I’m allergic to that word. Compromised. It’s a filter, not a fact. A soft interpretation, a layer of subjectivity over what should be concrete. I try to remember the last time I allowed such imprecision in my operations and conclude that I’ve never tolerated it.
“Define ‘compromised,’” I say.
There’s a hesitation. “…He was crying, sir. He refused to move. We had to physically extract him, but without violent resistance.”
I hang up without responding.
Crying. Griffin. I try to imagine his face in an expression that goes beyond his usual combination of sarcastic calculation and bitterness.
The concept of tears on Griffin’s face is so incongruous.
Perhaps it’s a bought report? Or real, a performance by Griffin himself to manipulate my men?
Genuine weakness?

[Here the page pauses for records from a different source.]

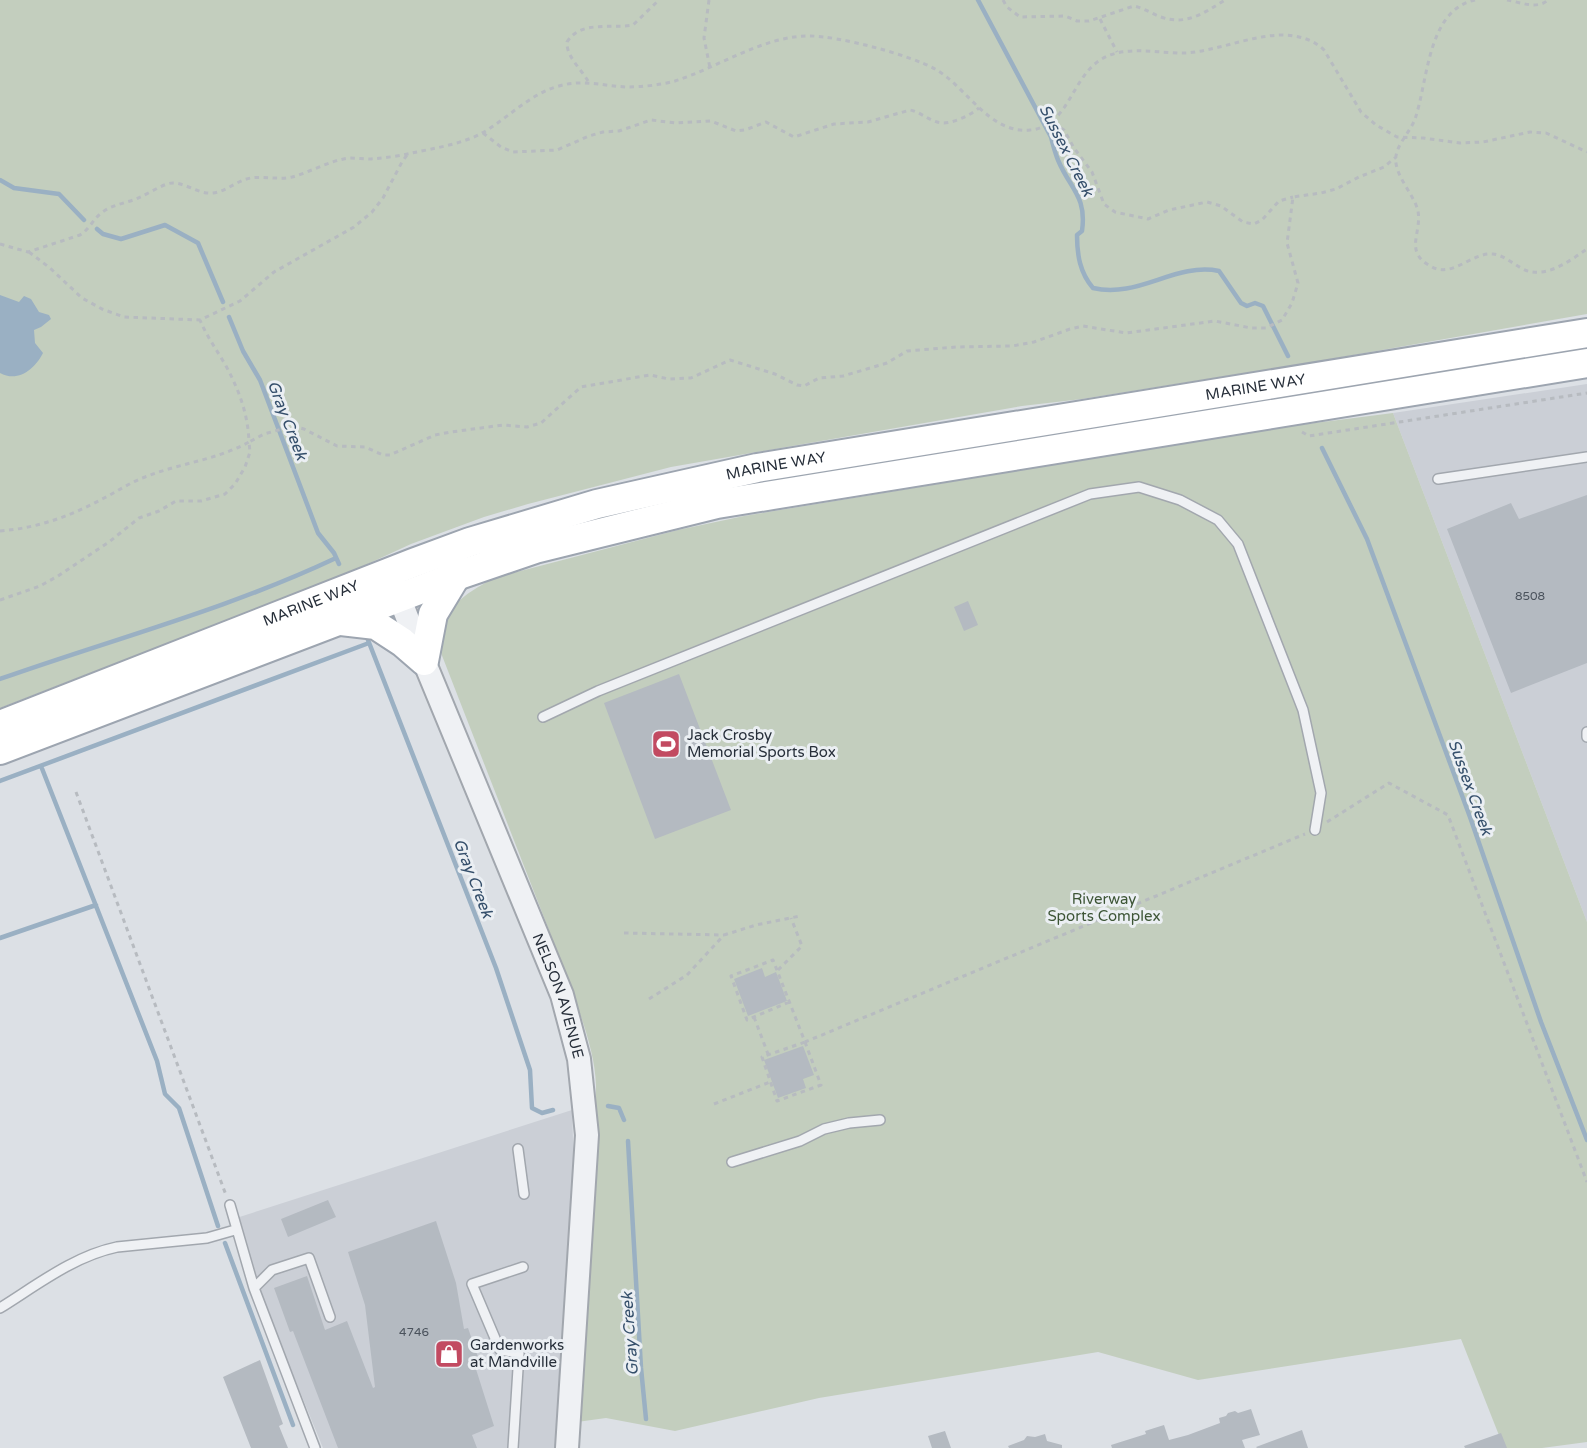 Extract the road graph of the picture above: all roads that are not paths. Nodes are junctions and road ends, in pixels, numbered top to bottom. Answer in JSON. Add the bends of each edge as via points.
{"nodes":[{"id":1,"x":1587,"y":333,"type":"edge"},
{"id":2,"x":1587,"y":363,"type":"edge"},
{"id":3,"x":1587,"y":457,"type":"edge"},
{"id":4,"x":1438,"y":479,"type":"dead end"},
{"id":5,"x":456,"y":576,"type":"junction"},
{"id":6,"x":395,"y":585,"type":"junction"},
{"id":7,"x":337,"y":621,"type":"junction"},
{"id":8,"x":424,"y":661,"type":"junction"},
{"id":9,"x":543,"y":717,"type":"dead end"},
{"id":10,"x":0,"y":725,"type":"edge"},
{"id":11,"x":0,"y":750,"type":"edge"},
{"id":12,"x":1315,"y":830,"type":"road end"},
{"id":13,"x":880,"y":1120,"type":"dead end"},
{"id":14,"x":518,"y":1149,"type":"dead end"},
{"id":15,"x":732,"y":1162,"type":"dead end"},
{"id":16,"x":524,"y":1194,"type":"dead end"},
{"id":17,"x":230,"y":1205,"type":"road end"},
{"id":18,"x":236,"y":1230,"type":"junction"},
{"id":19,"x":523,"y":1267,"type":"dead end"},
{"id":20,"x":254,"y":1288,"type":"junction"},
{"id":21,"x":0,"y":1308,"type":"edge"},
{"id":22,"x":330,"y":1317,"type":"dead end"},
{"id":23,"x":315,"y":1448,"type":"edge"},
{"id":24,"x":513,"y":1448,"type":"edge"},
{"id":25,"x":567,"y":1448,"type":"edge"}],
"edges":[{"from":1,"to":6,"type":"main road","name":"MARINE WAY","via":[[757,468],[597,504],[470,542]]},
{"from":2,"to":5,"type":"main road","name":"MARINE WAY","via":[[717,504],[535,549]]},
{"from":3,"to":4,"type":"lane"},
{"from":5,"to":6,"type":"main road","name":"MARINE WAY"},
{"from":5,"to":8,"type":"main road","via":[[433,614]]},
{"from":6,"to":7,"type":"main road","name":"MARINE WAY"},
{"from":6,"to":8,"type":"street","name":"NELSON AVENUE"},
{"from":6,"to":10,"type":"main road","name":"MARINE WAY"},
{"from":7,"to":8,"type":"main road","via":[[376,626]]},
{"from":7,"to":11,"type":"main road","name":"MARINE WAY"},
{"from":8,"to":25,"type":"street","name":"NELSON AVENUE","via":[[562,995],[579,1059],[588,1135]]},
{"from":9,"to":12,"type":"lane","via":[[1090,494],[1139,487],[1180,500],[1218,520],[1238,544],[1303,710],[1321,793]]},
{"from":13,"to":15,"type":"lane","via":[[824,1129],[800,1141]]},
{"from":14,"to":16,"type":"lane"},
{"from":17,"to":18,"type":"lane"},
{"from":18,"to":20,"type":"lane"},
{"from":18,"to":21,"type":"lane","via":[[207,1238],[102,1250]]},
{"from":19,"to":24,"type":"lane","via":[[472,1284],[500,1350],[519,1353]]},
{"from":20,"to":22,"type":"lane","via":[[272,1270],[309,1258]]},
{"from":20,"to":23,"type":"lane"}]}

But I don’t work with “maybes”.
I work with facts, derived from data, from images, from patterns. Not with tears. Not with “compromised”.
I open the surveillance network. First, the cameras in Griffin’s apartment.
I see his message on my phone, the sardonic signature.
I see him leaving the building, with long, confident strides, shoulders straight.
I fast-forward the clips. He returns less than an hour later, accompanied by two of my men.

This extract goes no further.